LINCOLN — State Sen. Ernie Chambers of Omaha took his first shot Wednesday at repealing Nebraska's mountain lion hunting season.
During testimony at a hearing on his Legislative Bill 671, Chambers said he was not persuaded by arguments from those who support cougar hunting.
“I will do all I can to prevent the extermination of any species in this state, especially when it's a predator at the top of the chain,'' he said.
Chambers offered a concession to opponents of his bill. He said he won't seek to repeal current legal authority that allows farmers and ranchers to shoot a mountain lion if it is a threat to livestock or for anyone to defend himself or herself against a cougar.
He said he never intended to disarm Nebraskans. Chambers said that he wanted to make people aware they could defend themselves and that a hunting season is not needed.

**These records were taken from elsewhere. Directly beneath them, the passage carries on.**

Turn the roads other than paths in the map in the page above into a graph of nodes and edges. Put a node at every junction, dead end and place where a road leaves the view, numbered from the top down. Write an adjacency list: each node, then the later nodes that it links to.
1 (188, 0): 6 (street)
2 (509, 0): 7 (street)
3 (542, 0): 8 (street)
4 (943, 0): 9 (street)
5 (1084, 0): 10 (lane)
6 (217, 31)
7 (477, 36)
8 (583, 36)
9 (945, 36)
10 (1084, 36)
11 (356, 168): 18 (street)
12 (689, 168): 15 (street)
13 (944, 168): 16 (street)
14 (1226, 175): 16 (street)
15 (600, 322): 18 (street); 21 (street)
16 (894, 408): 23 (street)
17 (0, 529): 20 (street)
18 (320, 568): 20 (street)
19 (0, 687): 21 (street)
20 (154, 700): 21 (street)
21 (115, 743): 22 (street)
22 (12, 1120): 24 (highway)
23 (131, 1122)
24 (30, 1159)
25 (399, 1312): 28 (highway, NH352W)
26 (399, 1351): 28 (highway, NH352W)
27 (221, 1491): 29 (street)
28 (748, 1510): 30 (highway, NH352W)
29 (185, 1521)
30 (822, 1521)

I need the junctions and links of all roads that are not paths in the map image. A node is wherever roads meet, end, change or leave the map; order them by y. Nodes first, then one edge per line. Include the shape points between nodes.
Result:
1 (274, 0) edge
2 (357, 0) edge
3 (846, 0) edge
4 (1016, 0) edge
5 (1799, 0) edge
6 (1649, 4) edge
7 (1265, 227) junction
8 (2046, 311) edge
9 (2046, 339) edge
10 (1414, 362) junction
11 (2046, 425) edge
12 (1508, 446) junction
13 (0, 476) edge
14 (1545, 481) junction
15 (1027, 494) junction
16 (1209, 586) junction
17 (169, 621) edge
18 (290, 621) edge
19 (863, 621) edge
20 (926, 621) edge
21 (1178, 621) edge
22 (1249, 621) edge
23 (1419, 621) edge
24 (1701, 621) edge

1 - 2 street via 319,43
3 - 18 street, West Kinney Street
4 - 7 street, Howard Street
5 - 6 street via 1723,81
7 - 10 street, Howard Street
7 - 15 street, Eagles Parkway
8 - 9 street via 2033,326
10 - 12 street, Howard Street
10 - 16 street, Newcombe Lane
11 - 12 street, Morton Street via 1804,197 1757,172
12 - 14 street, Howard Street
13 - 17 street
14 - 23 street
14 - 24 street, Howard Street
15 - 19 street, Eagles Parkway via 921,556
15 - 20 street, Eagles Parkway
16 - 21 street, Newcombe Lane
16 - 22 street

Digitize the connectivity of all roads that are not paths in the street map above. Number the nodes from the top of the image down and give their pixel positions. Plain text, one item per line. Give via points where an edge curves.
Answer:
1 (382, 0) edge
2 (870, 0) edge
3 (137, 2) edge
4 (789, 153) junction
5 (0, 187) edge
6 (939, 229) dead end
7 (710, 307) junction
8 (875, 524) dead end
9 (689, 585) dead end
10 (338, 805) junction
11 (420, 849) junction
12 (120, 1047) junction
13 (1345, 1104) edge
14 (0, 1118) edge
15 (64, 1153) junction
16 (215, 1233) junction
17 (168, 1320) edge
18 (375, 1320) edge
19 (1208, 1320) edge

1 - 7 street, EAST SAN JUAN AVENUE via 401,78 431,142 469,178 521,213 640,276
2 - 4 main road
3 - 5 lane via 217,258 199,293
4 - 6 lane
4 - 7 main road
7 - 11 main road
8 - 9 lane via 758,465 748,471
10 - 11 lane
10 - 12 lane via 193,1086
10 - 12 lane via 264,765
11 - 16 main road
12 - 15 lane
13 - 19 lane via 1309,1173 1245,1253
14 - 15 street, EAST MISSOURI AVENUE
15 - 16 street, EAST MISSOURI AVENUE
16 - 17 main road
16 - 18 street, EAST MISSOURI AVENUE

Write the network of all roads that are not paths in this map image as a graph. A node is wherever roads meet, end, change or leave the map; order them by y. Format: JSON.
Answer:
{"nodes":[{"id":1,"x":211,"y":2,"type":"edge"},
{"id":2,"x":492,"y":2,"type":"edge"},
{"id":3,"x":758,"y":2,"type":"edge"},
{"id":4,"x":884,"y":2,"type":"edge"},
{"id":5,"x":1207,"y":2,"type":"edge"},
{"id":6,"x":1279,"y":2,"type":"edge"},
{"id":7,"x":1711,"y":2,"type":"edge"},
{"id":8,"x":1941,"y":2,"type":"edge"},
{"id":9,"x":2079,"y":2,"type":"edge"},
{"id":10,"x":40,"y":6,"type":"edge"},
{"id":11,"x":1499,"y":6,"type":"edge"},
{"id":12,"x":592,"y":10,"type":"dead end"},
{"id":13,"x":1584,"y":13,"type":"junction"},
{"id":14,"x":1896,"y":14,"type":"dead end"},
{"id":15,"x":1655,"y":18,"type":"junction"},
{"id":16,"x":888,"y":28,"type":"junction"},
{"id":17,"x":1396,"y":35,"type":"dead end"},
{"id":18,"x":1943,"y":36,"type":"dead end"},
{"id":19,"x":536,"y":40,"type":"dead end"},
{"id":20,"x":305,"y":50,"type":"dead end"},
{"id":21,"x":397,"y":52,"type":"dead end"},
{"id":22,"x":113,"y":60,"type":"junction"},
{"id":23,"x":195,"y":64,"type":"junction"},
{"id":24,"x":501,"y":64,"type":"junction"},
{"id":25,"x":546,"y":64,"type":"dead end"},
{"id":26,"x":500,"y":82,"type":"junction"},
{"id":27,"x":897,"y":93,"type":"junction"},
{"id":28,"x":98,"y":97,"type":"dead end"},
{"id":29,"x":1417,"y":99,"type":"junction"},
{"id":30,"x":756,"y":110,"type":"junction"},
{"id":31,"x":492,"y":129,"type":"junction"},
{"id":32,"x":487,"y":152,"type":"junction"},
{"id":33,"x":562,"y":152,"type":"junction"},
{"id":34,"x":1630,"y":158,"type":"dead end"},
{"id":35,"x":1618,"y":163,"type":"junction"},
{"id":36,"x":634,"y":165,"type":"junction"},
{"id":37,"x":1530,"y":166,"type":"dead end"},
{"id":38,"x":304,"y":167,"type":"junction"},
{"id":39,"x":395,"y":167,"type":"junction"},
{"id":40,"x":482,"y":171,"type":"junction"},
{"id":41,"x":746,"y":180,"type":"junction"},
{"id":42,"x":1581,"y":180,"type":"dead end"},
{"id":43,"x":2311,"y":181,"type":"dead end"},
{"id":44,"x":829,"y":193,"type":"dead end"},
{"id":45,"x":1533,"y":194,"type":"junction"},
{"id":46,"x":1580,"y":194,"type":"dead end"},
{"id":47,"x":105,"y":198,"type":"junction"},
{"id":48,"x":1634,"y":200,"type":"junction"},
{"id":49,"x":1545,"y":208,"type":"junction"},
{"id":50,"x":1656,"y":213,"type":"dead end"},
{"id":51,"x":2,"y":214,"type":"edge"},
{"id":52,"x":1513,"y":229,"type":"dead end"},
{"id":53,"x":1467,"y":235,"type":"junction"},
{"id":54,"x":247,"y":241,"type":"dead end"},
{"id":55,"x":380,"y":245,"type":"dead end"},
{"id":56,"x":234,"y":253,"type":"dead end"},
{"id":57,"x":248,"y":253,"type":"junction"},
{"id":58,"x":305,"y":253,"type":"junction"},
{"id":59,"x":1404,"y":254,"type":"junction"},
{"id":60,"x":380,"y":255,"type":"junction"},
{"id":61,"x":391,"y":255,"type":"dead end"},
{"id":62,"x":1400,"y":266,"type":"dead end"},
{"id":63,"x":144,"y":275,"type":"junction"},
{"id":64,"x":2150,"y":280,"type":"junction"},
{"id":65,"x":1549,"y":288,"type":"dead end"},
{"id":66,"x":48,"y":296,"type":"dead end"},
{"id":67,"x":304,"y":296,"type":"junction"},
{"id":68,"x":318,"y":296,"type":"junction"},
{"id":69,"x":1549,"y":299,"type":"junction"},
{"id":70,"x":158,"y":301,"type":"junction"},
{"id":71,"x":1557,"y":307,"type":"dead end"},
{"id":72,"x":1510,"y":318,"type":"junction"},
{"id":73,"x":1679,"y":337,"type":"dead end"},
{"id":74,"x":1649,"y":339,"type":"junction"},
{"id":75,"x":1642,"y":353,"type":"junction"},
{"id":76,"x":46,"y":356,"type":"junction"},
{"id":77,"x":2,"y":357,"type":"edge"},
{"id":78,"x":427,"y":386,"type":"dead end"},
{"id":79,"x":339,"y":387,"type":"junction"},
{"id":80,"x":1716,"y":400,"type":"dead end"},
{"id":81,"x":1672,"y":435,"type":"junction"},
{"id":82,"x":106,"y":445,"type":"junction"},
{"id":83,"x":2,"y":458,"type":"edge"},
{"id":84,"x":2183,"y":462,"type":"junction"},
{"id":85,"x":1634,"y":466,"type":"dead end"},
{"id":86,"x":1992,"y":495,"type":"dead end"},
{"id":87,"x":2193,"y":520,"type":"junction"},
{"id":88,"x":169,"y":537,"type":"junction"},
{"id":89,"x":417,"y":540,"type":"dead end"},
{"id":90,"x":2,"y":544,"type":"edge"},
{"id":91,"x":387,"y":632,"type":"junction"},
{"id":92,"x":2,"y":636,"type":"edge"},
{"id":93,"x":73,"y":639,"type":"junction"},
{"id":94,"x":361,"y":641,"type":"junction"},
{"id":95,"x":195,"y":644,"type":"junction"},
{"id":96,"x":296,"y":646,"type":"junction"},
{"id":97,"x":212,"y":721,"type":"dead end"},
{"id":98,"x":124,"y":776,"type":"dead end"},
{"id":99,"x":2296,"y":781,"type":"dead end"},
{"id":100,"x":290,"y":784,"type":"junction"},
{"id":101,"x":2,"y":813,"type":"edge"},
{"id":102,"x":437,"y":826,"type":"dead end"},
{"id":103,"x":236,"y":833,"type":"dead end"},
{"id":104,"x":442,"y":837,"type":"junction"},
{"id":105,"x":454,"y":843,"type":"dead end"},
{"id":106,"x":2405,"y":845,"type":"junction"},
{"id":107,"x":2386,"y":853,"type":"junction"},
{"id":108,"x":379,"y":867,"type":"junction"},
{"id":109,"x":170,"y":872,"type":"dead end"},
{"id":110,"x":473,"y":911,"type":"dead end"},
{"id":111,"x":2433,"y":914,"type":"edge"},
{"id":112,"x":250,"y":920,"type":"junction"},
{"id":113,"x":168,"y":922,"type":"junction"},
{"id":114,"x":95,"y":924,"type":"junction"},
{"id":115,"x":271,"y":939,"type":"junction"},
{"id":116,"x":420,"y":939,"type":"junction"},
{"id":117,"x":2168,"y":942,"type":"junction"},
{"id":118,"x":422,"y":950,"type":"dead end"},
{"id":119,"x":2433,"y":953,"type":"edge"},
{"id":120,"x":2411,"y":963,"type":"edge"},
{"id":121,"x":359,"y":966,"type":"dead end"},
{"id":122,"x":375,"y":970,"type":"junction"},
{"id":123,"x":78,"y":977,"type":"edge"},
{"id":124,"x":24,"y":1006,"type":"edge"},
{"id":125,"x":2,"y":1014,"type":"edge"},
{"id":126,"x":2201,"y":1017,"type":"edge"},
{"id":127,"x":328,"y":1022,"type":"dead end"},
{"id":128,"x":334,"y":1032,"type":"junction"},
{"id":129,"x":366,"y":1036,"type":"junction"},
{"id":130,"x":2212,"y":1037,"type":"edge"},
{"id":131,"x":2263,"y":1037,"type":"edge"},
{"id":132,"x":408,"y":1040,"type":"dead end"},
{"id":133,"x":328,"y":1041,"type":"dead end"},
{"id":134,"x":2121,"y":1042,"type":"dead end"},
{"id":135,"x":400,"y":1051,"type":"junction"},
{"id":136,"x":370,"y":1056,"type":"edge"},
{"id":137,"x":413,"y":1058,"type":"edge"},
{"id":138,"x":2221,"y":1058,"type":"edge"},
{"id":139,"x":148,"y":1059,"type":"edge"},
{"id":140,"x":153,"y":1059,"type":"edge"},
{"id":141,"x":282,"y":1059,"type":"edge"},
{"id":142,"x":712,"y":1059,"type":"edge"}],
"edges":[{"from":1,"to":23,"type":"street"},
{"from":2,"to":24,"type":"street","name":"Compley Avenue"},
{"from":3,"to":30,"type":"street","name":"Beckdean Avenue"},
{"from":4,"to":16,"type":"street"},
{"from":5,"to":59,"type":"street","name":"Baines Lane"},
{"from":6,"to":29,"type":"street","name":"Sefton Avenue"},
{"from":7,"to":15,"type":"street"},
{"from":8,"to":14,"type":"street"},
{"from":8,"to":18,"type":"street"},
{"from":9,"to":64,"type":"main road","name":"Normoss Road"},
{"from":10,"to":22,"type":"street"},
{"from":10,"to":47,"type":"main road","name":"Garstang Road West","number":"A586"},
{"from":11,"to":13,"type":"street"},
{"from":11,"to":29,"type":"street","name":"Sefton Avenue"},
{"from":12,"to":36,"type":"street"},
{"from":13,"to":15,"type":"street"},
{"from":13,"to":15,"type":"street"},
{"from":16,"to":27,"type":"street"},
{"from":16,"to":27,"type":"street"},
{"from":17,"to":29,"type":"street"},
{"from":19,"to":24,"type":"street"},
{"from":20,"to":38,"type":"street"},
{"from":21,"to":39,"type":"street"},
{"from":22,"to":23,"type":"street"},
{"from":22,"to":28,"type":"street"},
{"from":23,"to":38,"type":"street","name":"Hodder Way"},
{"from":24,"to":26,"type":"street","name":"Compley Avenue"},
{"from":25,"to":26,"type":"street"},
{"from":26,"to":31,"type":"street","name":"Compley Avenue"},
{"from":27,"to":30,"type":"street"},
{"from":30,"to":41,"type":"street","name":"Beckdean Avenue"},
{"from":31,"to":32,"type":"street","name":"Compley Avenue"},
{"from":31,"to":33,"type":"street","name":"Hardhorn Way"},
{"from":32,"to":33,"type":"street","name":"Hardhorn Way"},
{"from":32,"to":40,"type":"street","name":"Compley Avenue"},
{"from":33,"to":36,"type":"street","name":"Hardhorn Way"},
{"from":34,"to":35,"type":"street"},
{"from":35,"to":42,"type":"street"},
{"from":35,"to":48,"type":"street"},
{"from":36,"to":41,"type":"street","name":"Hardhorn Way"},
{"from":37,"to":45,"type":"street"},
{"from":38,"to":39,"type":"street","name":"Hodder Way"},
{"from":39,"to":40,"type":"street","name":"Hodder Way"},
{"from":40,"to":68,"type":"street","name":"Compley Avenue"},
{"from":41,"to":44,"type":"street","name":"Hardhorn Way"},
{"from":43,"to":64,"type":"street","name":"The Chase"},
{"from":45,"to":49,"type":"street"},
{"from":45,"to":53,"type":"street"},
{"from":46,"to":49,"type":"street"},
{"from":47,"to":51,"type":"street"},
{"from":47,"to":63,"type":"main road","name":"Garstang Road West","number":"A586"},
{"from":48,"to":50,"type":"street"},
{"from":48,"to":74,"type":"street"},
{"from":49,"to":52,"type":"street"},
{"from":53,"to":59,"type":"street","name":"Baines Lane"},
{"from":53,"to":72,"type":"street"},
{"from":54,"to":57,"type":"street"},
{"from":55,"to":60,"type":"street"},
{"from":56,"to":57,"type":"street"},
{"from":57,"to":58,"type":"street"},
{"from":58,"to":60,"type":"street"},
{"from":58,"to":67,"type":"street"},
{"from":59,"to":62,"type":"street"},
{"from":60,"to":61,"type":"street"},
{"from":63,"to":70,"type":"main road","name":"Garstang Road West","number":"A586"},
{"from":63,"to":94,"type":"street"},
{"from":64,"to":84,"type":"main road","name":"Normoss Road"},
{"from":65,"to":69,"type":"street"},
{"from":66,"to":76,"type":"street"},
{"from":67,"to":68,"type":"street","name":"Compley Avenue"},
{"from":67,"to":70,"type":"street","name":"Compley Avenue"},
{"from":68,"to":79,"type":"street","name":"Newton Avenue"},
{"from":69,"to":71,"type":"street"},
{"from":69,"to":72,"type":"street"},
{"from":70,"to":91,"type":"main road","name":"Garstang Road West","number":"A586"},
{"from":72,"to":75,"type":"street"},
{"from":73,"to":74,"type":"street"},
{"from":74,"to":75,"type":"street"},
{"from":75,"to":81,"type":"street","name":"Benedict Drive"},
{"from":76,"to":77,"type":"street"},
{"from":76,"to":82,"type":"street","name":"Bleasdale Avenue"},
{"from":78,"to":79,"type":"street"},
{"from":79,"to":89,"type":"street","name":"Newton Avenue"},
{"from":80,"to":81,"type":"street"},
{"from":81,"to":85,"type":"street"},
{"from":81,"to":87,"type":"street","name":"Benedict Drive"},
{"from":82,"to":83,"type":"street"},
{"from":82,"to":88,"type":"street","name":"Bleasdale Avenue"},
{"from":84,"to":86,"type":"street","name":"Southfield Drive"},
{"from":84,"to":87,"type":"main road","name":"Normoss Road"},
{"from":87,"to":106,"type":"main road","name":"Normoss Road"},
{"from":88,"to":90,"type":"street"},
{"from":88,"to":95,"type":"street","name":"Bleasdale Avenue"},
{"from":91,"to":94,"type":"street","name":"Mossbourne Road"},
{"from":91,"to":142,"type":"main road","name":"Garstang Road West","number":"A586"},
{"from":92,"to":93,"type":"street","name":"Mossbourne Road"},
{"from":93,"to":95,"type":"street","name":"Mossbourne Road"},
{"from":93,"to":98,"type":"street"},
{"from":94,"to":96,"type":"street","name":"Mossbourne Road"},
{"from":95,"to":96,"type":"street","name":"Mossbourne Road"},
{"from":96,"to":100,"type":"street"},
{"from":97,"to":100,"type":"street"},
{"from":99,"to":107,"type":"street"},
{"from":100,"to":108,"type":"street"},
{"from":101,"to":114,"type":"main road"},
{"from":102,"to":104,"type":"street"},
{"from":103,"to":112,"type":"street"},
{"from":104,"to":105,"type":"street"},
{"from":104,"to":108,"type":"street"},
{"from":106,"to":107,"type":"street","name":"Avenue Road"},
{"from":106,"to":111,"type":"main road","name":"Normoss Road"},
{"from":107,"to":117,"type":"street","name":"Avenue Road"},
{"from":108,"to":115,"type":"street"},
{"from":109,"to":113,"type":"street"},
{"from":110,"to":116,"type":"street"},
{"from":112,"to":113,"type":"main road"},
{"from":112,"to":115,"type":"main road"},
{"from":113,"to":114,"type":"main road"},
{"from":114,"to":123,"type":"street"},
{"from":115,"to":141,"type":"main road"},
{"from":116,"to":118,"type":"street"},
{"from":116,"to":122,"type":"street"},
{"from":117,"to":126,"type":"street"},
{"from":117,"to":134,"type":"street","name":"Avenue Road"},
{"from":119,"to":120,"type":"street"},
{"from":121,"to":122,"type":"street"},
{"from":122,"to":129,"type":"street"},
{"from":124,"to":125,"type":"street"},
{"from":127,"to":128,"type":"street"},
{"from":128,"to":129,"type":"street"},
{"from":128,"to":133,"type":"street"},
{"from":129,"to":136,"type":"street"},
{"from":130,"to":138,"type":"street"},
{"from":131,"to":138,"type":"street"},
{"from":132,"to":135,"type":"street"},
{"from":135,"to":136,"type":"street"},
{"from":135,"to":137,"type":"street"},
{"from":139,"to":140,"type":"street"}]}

Nine other speakers called for an end to the cat hunts. At least 16 letters from Nebraskans and others supported Chambers' bill.
Opponents included the Nebraska Big Game Society, Nebraska Sportsmen's Foundation, the Nebraska division of the Izaak Walton League and three landowners in the Pine Ridge of northwest Nebraska.
Scott Smathers, executive director of the sportsmen's foundation, said the Nebraska Game and Parks Commission should be able to set a season if needed.
“Let Game and Parks do what it does best, regulate and manage game species,'' he said. “Allow the law time to work.''
Henry “Rick'' Brandt of Lincoln, a member of the big game society, said mountain lions someday will be a problem in Nebraska.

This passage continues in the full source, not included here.